Ron DeSantis Obliterated Hillary Clinton By Speaking One Sentence

Photo by Gage Skidmore on Flickr

Ron DeSantis and Hillary Clinton engaged in an early 2024 preview.

It did not go well for Democrats.

And Ron DeSantis obliterated Hillary Clinton by speaking one sentence.

As Black Eye Politics reports:

Democrats keep claiming that the conservative Supreme Court justices are badly motivated when they come to conclusions that the Left doesn’t like.

Failed presidential candidate Hillary Clinton blasted U.S. Supreme Court Justice Clarence Thomas for his opinion that the court should reconsider rulings on contraception and same-sex marriage.

Clinton, who went to law school with Thomas, decided to attack him on a personal level in a “CBS Mornings” interview that aired on Tuesday.

She claimed that Thomas had “been a person of grievance for as long” as she had known him. She warned with the overturning of the 1973 Roe v. Wade ruling that “women are going to die.”

“[Thomas] may be on his own, but he is signaling, as he often did, you know — I went to law school with him. He’s been a person of grievance for as long as I have known him — resentment, grievance, anger, and he has signaled in the past to lower courts, to state legislatures, ‘Find cases, pass laws, get them up.

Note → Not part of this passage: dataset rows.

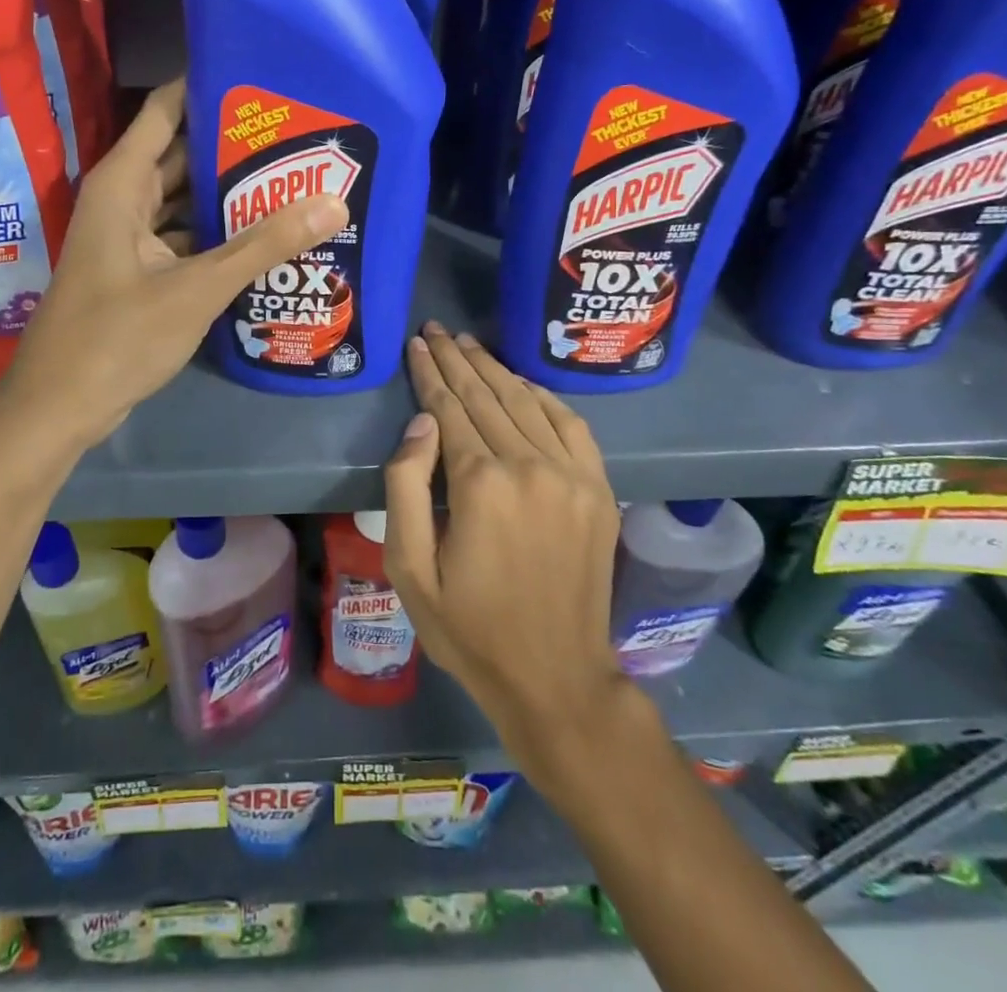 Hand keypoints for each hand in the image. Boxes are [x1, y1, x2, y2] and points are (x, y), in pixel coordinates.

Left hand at [0, 78, 347, 446]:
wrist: (59, 408)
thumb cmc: (116, 338)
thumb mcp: (196, 288)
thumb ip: (263, 245)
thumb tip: (333, 202)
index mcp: (123, 184)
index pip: (166, 110)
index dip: (209, 88)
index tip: (264, 78)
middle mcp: (124, 200)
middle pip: (183, 154)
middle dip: (235, 145)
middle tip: (299, 133)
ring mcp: (131, 238)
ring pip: (186, 200)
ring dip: (230, 194)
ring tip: (295, 178)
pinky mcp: (140, 272)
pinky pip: (185, 237)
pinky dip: (219, 235)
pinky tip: (266, 237)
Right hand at [383, 322, 633, 775]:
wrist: (555, 677)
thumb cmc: (468, 627)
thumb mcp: (410, 568)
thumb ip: (407, 486)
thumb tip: (422, 422)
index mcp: (481, 484)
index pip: (449, 408)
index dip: (429, 373)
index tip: (416, 344)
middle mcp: (530, 466)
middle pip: (486, 396)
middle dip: (456, 359)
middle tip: (436, 329)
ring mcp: (572, 475)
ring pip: (526, 402)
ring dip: (495, 368)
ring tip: (468, 344)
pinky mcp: (599, 490)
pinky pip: (571, 425)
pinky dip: (544, 397)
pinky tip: (522, 382)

I may not win the first, the second or the third time, but we’re going to keep at it,’” Clinton explained.

Host Gayle King asked, “So you’re saying people pay attention to it?”

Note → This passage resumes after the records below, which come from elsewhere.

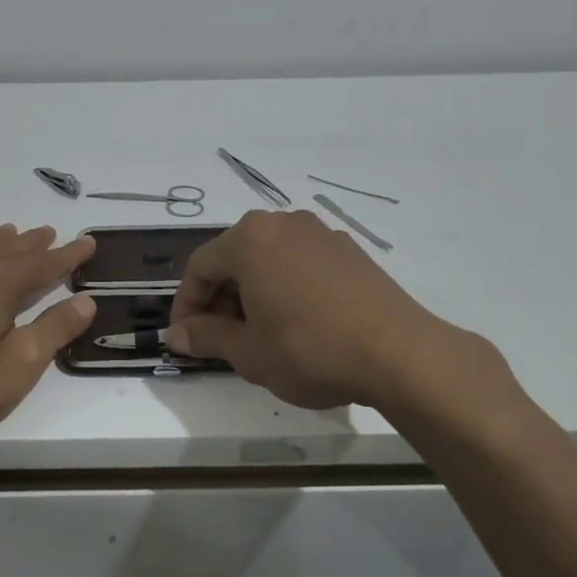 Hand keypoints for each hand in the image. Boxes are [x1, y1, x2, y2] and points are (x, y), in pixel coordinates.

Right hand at [168, 210, 517, 425]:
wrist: (399, 353)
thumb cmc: (310, 349)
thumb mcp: (248, 352)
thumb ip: (207, 338)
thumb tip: (176, 335)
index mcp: (250, 239)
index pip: (200, 267)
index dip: (186, 305)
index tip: (186, 340)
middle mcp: (283, 224)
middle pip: (234, 258)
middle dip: (220, 299)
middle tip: (219, 340)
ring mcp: (321, 233)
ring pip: (268, 260)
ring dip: (252, 294)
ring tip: (258, 334)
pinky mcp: (350, 250)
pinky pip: (300, 264)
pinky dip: (285, 288)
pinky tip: (296, 323)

“Yes,” Hillary Clinton replied. “The people he is speaking to, which are the, you know, right-wing, very conservative judges and justices and state legislatures. … There are so many things about it that are deeply distressing, but women are going to die, Gayle. Women will die.”

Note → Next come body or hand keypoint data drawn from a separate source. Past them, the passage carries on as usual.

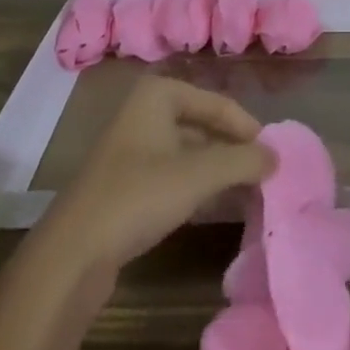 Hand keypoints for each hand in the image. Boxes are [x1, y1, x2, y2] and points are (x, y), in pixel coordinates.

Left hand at [30, 76, 275, 275]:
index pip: (219, 104)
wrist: (71, 255)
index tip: (274, 156)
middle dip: (233, 149)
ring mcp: (133, 148)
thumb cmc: (137, 196)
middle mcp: (145, 111)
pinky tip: (215, 205)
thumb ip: (243, 162)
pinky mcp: (125, 183)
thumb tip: (278, 157)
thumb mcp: (198, 175)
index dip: (248, 129)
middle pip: (204, 125)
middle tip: (264, 174)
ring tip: (248, 191)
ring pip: (189, 151)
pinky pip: (173, 173)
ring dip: (218, 169)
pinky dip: (197, 185)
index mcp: (159, 94)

It’s a pro-abortion myth that thousands of women were dying before Roe v. Wade was passed. In 1972, the year before Roe was decided, 24 women died from legal abortions, and 39 died from illegal abortions according to CDC data.

Democrats lie to push their agenda.

Governor Ron DeSantis’ (R-FL) Deputy Press Secretary Bryan Griffin blasted Clinton’s statement, calling her description of the justice “offensive, disgusting, and false.”

“Offensive, disgusting, and false commentary from @HillaryClinton about Clarence Thomas. I’d like to directly rebut this,” Griffin tweeted. “After I passed the bar, I stopped CT in a lobby in D.C. and asked him if he would do me the honor of swearing me in as a lawyer (2015).

“He invited me to his office at the SC the next day, (after work) and spent hours with me in conversation, earnestly affording me his time and encouraging me. A friend and a law professor accompanied me,” Griffin continued, adding a photo of Thomas swearing in the young lawyer.

Griffin went on to say that in addition to taking an interest in his life, Justice Thomas shared his own experiences.

“He showed us pictures from his latest vacation with his wife and fondly spoke of the love he has for her. We discussed America, and from everything he said it was clear he loves this country and the people in it,” Griffin continued, adding, “In my anecdote, he did not know me or owe me anything. But he afforded me incredible kindness. I am certain he extends the same to others. He is committed to the Constitution, which is how he came to this and his other decisions.

“To lie about the man because you do not agree with him is wrong, and people can plainly see it as desperate attack for cheap likes. CT is neither angry nor resentful, and this is abundantly clear to anyone who has interacted with him in person,” he concluded.

Justice Sonia Sotomayor said that while she disagrees with Thomas on politics he’s the only justice “that literally knows every employee’s name — every one of them. And not only does he know their names, he knows their families’ names and their histories. He’s the first one who will go up to someone when you’re walking with him and say, ‘Is your son okay? How’s your daughter doing in college?’ He’s the first one that when my stepfather died, sent me flowers in Florida. He is a man who cares deeply about the court as an institution, about the people who work there, but about people.”